I Am Skeptical About All the Corporate Love; But I’ll Take It.
“Civility is not a sign of weakness, and sincerity is always subject to proof” ~ John F. Kennedy
Over the last several weeks, organizations that had flooded our in-boxes and timelines with their Coronavirus strategies, have shifted to distributing notices about their reactions to systemic racism, George Floyd’s death and public outcries for changes to policing.
Of all the messages I received, my favorite is from Calm, the meditation and sleep app. I loved their very simple, yet powerful email message:
We are heartbroken.
We are weary.
We want change.
We stand with the Black community.
#BLACKLIVESMATTER
Additionally, Calm shared links to mindfulness leaders, authors, movement teachers, and other resources from the Black community.
Although I see the solidarity behind all these positive messages, I also see the professional marketing and promotion folks hard at work in these well timed proclamations. To be totally honest, my initial reaction was skepticism. As I scrolled through the very comprehensive list of resources generously prepared and shared by Calm, I found myself asking - Is this authentic? What is believable here?
I found myself conflicted because as happy as I am to see these messages, is as skeptical I am to see them. That conflict hasn’t dissipated.
I’m thinking that if these messages are a new strategy on behalf of organizations to move towards genuineness, then I want to be grateful and accepting. If this vocalization is real empathy and not just a reaction to collective advocacy from the black community to really, this time, speak with our dollars, be that Buying Black or defunding policing systems - I want to appreciate it. On the other hand, I am thinking, these are just words? As Carl Sagan’s quote, “Extraordinary claims require extraordinary evidence” plays on my mind, I find myself worried about follow through.
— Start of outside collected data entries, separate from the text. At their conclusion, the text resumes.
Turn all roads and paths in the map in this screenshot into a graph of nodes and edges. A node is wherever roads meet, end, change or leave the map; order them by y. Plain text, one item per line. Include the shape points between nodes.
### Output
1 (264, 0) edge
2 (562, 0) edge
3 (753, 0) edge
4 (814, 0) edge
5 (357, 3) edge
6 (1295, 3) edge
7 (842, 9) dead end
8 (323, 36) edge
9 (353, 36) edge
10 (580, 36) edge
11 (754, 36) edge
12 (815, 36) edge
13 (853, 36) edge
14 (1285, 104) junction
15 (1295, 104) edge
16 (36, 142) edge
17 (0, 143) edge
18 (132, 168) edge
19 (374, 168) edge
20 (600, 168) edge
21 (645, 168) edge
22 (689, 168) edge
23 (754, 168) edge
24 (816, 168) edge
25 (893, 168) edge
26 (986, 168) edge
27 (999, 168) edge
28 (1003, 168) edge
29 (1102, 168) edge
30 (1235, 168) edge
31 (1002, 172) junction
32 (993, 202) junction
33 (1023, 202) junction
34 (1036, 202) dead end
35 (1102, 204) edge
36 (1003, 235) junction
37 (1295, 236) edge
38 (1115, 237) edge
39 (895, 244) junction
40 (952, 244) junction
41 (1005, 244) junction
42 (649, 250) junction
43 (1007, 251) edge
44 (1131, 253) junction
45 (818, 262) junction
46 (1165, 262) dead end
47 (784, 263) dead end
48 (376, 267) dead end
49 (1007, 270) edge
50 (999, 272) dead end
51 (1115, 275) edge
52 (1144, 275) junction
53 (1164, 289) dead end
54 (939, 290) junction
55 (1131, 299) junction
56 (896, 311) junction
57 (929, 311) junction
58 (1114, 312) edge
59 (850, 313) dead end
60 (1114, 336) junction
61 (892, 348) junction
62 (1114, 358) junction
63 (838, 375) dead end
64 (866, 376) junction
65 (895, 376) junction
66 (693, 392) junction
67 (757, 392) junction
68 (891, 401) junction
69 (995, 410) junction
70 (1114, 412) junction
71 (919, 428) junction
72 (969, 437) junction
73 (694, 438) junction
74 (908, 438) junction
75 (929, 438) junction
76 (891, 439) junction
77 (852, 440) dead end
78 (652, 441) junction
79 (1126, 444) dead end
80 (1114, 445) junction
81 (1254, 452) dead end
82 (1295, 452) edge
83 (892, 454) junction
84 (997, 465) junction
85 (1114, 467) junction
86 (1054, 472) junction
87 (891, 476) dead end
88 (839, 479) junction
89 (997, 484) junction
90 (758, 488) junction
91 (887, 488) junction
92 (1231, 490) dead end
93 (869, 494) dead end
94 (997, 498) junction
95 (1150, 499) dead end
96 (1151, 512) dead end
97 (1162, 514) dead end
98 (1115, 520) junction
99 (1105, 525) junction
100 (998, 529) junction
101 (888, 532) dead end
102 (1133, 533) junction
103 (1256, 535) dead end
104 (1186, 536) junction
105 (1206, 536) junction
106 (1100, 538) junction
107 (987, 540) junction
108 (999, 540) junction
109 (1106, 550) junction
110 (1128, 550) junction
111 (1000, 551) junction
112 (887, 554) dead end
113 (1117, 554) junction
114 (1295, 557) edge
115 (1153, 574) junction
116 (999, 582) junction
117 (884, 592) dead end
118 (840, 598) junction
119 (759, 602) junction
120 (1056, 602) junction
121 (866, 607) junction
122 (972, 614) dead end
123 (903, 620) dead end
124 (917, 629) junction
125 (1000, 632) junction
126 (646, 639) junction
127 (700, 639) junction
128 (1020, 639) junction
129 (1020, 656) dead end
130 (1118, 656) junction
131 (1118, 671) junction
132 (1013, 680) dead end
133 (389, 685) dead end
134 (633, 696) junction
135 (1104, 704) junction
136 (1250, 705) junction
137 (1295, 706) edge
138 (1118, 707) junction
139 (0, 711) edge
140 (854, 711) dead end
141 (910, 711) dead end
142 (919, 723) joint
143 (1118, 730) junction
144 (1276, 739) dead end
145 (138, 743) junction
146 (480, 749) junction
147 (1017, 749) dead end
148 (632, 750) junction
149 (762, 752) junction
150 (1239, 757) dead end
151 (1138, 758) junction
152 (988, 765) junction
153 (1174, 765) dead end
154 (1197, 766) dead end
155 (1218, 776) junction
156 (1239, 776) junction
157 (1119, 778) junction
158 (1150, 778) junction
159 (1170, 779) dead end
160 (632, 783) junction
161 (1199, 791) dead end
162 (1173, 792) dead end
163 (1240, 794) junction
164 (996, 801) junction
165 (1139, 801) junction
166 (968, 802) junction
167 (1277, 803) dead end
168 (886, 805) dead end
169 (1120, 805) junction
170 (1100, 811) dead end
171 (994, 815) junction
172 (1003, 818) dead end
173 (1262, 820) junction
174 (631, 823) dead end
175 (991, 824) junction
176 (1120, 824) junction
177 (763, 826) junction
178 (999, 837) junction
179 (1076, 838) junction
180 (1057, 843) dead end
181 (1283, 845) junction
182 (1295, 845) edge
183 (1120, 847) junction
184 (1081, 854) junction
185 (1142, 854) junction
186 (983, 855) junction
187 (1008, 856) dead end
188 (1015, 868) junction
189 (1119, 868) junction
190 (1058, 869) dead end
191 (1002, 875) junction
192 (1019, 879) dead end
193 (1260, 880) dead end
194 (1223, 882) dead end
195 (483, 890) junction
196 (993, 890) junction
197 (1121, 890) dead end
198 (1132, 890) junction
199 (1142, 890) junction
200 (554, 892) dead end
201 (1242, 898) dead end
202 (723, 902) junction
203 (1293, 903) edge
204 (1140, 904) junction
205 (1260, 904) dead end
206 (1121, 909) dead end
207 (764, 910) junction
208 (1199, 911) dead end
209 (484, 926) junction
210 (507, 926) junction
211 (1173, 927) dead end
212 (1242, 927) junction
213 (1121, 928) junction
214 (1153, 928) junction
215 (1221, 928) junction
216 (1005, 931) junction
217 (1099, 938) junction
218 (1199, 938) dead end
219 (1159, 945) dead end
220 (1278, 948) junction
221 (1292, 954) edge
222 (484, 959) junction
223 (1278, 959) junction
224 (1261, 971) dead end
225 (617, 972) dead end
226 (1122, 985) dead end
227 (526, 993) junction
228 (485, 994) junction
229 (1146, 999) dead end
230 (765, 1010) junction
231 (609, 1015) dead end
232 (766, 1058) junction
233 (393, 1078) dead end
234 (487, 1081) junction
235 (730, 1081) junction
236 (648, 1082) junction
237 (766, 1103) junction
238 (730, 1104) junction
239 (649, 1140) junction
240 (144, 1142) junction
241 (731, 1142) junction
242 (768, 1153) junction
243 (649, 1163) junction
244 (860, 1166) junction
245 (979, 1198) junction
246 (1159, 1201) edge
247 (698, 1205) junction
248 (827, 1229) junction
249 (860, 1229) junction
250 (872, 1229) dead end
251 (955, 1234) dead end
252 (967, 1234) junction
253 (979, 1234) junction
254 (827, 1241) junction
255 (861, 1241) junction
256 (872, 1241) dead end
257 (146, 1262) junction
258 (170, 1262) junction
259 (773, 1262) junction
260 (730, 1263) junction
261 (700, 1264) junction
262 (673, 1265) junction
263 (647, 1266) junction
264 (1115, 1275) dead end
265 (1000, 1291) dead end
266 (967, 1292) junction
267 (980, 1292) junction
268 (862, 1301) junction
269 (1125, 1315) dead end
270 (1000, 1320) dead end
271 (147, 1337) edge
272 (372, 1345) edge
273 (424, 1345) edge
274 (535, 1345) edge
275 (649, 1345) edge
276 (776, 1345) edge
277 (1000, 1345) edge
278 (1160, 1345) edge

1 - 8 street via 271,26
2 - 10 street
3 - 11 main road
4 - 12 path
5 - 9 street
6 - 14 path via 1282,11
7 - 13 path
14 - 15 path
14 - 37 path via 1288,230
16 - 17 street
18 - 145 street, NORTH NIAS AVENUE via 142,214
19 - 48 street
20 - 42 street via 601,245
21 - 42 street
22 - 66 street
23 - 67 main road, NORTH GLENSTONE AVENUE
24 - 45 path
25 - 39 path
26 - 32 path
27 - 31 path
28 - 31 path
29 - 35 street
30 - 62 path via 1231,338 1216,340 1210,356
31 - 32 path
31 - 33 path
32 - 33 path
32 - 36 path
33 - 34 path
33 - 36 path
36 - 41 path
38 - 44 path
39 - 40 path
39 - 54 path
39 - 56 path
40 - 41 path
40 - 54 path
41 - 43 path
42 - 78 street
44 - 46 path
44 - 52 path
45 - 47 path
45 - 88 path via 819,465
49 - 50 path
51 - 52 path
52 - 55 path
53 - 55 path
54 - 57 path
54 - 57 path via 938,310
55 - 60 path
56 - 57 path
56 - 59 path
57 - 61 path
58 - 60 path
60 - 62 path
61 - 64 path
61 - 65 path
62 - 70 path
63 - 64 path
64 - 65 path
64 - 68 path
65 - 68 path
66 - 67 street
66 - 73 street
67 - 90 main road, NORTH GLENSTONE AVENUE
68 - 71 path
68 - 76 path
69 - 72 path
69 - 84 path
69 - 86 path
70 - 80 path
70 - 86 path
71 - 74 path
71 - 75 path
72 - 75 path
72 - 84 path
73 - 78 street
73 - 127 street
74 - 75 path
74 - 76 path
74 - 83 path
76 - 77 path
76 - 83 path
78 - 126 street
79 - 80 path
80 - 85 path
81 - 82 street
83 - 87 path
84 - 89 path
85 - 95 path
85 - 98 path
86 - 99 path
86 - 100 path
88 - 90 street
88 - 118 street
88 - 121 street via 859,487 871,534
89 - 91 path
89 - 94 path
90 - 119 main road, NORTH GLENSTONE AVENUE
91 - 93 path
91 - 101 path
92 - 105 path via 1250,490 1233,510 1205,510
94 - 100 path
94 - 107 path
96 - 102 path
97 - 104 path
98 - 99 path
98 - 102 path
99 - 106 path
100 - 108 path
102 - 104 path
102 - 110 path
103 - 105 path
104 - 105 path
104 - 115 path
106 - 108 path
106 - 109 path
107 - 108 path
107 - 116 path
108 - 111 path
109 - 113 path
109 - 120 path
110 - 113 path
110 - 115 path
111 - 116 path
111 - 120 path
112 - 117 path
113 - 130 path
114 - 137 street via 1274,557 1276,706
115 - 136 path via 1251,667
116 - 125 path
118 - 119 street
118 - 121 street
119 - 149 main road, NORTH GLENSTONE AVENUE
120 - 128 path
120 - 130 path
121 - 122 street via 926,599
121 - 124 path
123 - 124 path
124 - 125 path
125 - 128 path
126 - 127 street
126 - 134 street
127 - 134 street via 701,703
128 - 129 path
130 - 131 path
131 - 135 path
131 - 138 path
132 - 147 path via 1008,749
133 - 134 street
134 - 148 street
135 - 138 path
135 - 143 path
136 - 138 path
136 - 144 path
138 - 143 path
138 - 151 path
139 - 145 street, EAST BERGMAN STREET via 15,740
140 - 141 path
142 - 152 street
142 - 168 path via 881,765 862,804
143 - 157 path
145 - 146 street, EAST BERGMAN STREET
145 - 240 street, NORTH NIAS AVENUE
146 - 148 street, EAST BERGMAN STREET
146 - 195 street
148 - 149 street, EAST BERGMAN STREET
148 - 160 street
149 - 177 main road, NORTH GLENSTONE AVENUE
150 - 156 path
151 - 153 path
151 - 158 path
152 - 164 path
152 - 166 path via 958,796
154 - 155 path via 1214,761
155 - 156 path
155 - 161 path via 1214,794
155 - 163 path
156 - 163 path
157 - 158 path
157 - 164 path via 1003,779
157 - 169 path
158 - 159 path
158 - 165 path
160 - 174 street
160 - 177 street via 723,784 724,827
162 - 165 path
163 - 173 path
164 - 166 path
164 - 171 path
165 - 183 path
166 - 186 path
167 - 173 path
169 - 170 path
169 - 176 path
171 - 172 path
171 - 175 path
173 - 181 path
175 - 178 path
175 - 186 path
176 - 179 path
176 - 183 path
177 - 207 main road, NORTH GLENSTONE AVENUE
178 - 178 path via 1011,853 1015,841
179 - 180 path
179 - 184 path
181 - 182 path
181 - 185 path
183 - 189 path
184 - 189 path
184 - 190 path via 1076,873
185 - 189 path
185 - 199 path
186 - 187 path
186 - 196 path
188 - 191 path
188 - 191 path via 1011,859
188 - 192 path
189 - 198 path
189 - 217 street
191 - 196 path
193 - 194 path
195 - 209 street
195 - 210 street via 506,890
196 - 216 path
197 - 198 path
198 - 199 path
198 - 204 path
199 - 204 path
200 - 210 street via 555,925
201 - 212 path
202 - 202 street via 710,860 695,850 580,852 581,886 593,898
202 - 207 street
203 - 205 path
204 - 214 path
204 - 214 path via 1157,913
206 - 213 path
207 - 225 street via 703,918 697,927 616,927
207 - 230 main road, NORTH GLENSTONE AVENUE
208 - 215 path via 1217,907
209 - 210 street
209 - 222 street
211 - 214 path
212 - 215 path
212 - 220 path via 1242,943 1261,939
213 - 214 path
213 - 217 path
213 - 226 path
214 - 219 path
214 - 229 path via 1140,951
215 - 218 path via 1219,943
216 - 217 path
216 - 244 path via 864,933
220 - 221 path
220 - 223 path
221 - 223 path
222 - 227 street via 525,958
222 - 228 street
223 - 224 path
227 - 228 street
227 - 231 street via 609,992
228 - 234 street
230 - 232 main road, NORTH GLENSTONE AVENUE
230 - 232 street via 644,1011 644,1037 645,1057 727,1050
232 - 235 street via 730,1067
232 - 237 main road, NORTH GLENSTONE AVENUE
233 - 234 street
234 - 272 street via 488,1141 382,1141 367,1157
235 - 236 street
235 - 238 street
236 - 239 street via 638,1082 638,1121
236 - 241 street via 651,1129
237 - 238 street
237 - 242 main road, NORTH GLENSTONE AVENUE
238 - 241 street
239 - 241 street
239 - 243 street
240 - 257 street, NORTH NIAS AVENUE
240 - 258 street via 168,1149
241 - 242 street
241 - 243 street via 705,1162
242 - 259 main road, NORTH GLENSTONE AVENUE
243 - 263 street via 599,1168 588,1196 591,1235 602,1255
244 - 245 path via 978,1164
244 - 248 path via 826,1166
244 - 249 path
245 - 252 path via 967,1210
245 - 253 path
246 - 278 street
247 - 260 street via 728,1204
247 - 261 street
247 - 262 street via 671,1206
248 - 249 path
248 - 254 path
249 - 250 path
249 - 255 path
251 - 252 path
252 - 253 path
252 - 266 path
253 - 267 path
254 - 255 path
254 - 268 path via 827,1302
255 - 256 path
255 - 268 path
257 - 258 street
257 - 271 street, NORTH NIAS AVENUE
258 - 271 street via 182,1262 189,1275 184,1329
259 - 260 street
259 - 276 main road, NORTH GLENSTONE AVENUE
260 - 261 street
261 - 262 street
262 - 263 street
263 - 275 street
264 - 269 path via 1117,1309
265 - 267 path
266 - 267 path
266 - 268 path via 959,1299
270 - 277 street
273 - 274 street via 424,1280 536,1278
If I indulge my skeptical side, I end up thinking:
I hope these statements are not just the business community’s way of reengaging our consumerism after a recession that we now find out, started in February and had accelerated into a depression by April, because of the Coronavirus.
I hope this corporate positivity is not just a spring fever caused by cabin fever after the Coronavirus shut down. Will it go away when the fever breaks?
I hope it’s not just a way to placate Black Americans by jumping on the latest, newest Black tragedy.
I hope that no organization is seizing this moment to create just another taxable deduction on their balance sheets for helping “those people” who can’t seem to help themselves because right now we aren’t looking for gratuitous handouts or inauthentic gestures.
At the same time, I am overflowing with some positive I-hopes too.
I hope COVID has given all these organizations a new eye for those who bear the brunt of our social inequities be it lack of healthcare, educational resources or the Black man under a police officer’s knee. .
I hope that the Coronavirus pandemic is helping us understand more about our common humanity rising from our fearful, shared experiences with a common enemy.
I hope we are collectively seeing and understanding that it is time to make inclusion more real, more tangible, more foundational in our daily lives, our societal systems and of course, in our business practices.
Yes, I am skeptical and I am owning it, because I realize that skepticism is what happens when we dwell in circles of distrust. We question everything, even the well intended and well meaning gestures from old and new allies. Can you blame us?
So as I wrestle with the ambivalence, I am working hard to focus on the good, the willing and the able who have said with their voices, their signs, their feet and their corporate messages that our society stands a better chance for inclusive long term success and authentic renewal when Black Lives Matter.
I am willing to be hopeful that maybe this time, we couldn’t look away from police brutality because so many of our distractions had been taken away from us by the pandemic and therefore:
Maybe we are in a new era, where once and for all love, empathy and equality will kill and grind out the racism virus which has infected us for so long.
Maybe watching George Floyd’s life light being snuffed out on television at a time when we were all shut in, made us empathize more with what it means to be under the knee of a power over which we feel we have little control.
Maybe it’s that we realize finally, because we are paying attention, that we are the ones we have been waiting for, as we see clearly that where leadership matters, we all need to step up.
Maybe because George Floyd’s death came at a time when most of us were already in a problem solving mode, trying new things and doing old things in new ways as a response to the virus, we feel emboldened to take on new challenges. I am hoping racism is that challenge. I want to believe it is.
I am still skeptical, but right now, I’ll take it, because we need good news and because I think that there are more of us who want to live with love, peace and equality, than there are of those who want to “otherize” and marginalize. I think I understand why some organizations are stepping forward to say they prioritize people in a society that is inclusive, because like Bob Marley restates, we collectively, right now, need to believe in the victory of good over evil.
So, yes, I am skeptical but I’m inspired and hopeful. I am encouraged that words like mindfulness, empathy, brutality, civility, equality, reflection and racism are finding a way into CEO-level emails, executive boardrooms, workplace discussions and onto meeting agendas.
I look forward to the new breath being blown into mission and vision statements across these organizations that are putting themselves in the game. I am hoping that as Zig Ziegler says regarding these new commitments from corporations, “It was character that got us out of bed, commitment that moved us into action, and discipline that enabled us to follow through.”
We are watching for the follow through.